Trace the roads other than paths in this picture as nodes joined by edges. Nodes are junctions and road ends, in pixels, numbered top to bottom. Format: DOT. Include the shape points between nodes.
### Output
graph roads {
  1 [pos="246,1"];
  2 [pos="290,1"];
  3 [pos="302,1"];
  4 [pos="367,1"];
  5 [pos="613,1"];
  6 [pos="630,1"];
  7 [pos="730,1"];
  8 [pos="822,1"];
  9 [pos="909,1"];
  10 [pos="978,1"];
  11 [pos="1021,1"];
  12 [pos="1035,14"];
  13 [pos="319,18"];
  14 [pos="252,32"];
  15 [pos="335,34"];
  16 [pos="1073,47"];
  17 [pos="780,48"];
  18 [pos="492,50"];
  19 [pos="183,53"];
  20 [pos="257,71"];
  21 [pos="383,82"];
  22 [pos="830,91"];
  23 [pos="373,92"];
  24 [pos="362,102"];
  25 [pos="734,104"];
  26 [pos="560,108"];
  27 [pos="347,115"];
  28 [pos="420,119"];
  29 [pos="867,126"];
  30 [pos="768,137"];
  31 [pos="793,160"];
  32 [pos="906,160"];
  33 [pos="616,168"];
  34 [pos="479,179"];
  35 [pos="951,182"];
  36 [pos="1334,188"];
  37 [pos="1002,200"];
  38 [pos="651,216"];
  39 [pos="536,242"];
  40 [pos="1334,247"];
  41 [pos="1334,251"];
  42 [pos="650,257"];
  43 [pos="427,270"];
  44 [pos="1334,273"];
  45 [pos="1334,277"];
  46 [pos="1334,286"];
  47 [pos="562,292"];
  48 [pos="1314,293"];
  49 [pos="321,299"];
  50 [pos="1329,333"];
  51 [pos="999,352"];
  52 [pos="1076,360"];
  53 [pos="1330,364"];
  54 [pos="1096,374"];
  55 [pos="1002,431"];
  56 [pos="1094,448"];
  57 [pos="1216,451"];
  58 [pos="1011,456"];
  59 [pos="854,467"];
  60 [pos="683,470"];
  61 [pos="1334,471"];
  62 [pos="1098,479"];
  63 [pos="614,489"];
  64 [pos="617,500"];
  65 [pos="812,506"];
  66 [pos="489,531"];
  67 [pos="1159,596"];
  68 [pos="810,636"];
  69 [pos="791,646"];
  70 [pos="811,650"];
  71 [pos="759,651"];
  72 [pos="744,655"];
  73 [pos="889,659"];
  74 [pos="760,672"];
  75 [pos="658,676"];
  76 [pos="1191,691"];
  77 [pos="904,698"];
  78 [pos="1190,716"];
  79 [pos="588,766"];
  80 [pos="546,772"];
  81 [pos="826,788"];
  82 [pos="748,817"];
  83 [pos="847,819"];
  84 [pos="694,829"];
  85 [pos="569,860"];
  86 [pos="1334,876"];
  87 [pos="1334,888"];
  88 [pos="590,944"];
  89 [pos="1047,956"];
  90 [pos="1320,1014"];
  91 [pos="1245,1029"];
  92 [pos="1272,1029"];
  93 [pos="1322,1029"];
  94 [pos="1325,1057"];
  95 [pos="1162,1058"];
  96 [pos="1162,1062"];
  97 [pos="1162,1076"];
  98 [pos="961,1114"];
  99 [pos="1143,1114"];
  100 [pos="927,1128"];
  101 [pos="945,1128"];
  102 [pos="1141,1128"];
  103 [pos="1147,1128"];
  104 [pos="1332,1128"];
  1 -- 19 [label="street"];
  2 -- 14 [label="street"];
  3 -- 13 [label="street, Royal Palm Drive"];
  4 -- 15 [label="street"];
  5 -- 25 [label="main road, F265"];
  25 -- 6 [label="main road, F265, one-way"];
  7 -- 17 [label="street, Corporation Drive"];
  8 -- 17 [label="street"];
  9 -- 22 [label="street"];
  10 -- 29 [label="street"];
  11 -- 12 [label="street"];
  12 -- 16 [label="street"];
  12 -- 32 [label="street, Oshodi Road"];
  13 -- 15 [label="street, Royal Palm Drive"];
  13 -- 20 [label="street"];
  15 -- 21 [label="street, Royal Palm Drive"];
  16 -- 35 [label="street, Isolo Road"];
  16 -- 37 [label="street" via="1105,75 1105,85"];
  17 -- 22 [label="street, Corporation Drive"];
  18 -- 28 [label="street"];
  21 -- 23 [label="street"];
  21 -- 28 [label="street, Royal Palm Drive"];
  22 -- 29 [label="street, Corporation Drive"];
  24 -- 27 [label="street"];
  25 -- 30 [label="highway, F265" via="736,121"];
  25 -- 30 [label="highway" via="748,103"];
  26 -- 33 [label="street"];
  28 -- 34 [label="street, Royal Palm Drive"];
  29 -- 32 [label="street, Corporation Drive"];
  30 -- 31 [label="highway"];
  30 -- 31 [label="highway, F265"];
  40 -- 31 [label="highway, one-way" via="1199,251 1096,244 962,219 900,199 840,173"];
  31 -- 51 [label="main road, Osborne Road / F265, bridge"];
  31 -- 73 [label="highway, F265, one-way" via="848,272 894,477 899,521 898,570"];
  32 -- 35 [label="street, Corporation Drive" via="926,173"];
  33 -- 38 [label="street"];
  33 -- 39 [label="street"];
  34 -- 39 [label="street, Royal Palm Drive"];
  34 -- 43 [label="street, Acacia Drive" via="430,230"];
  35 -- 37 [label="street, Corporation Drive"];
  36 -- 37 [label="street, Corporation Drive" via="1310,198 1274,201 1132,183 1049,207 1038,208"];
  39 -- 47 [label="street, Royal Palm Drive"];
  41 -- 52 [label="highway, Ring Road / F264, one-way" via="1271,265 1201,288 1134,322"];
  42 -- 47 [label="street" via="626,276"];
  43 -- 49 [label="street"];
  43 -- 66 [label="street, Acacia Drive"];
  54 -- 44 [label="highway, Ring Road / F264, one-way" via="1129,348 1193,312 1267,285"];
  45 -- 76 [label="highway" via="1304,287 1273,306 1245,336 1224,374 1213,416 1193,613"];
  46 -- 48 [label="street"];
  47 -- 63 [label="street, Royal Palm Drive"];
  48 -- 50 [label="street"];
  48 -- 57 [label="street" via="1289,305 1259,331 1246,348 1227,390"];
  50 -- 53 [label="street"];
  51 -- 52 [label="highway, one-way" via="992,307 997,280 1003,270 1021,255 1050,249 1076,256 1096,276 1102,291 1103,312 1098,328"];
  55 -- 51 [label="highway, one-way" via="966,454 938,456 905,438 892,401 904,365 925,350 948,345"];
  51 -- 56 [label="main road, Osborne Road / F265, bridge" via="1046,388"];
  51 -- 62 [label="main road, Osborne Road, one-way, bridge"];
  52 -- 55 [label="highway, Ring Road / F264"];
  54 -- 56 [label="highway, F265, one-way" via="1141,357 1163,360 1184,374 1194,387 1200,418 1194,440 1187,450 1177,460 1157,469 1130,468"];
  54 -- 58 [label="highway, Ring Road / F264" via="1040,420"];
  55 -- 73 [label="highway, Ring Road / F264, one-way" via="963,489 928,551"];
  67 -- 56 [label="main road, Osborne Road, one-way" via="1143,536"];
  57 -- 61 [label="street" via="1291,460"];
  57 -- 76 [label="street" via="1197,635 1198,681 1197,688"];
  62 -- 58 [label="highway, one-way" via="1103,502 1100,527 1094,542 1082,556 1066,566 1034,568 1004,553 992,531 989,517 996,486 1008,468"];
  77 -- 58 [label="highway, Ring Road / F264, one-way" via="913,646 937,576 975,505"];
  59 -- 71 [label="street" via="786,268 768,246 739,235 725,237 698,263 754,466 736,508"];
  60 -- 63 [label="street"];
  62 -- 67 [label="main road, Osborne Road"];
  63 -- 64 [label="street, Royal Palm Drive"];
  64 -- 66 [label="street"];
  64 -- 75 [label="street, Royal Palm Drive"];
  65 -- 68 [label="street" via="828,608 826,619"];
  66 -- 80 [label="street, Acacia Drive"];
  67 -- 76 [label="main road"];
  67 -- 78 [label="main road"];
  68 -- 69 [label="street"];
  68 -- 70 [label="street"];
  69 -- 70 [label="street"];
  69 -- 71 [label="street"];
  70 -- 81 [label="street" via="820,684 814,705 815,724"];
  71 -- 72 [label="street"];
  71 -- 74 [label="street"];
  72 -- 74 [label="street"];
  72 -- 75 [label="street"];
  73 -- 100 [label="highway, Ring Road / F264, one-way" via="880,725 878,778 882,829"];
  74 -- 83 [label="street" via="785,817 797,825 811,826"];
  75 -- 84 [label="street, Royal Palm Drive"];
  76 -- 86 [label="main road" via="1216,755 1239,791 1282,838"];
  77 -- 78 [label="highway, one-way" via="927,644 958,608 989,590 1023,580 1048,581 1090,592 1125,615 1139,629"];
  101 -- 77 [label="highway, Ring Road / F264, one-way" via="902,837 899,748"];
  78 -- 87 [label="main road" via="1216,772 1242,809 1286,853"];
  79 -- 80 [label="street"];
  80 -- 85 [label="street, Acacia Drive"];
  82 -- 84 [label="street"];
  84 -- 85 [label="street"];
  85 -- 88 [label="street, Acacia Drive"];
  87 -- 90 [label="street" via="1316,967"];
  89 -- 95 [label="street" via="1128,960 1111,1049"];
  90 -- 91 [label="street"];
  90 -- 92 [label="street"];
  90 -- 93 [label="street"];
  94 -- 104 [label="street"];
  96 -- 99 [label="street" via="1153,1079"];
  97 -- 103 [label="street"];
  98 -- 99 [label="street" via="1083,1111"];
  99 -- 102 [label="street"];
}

-------------------------

GOAL OF THE EXERCISE
Consider the string "roads". State how many lines of the data contain it, giving the number alone.

RESPONSE TO THIS TASK
2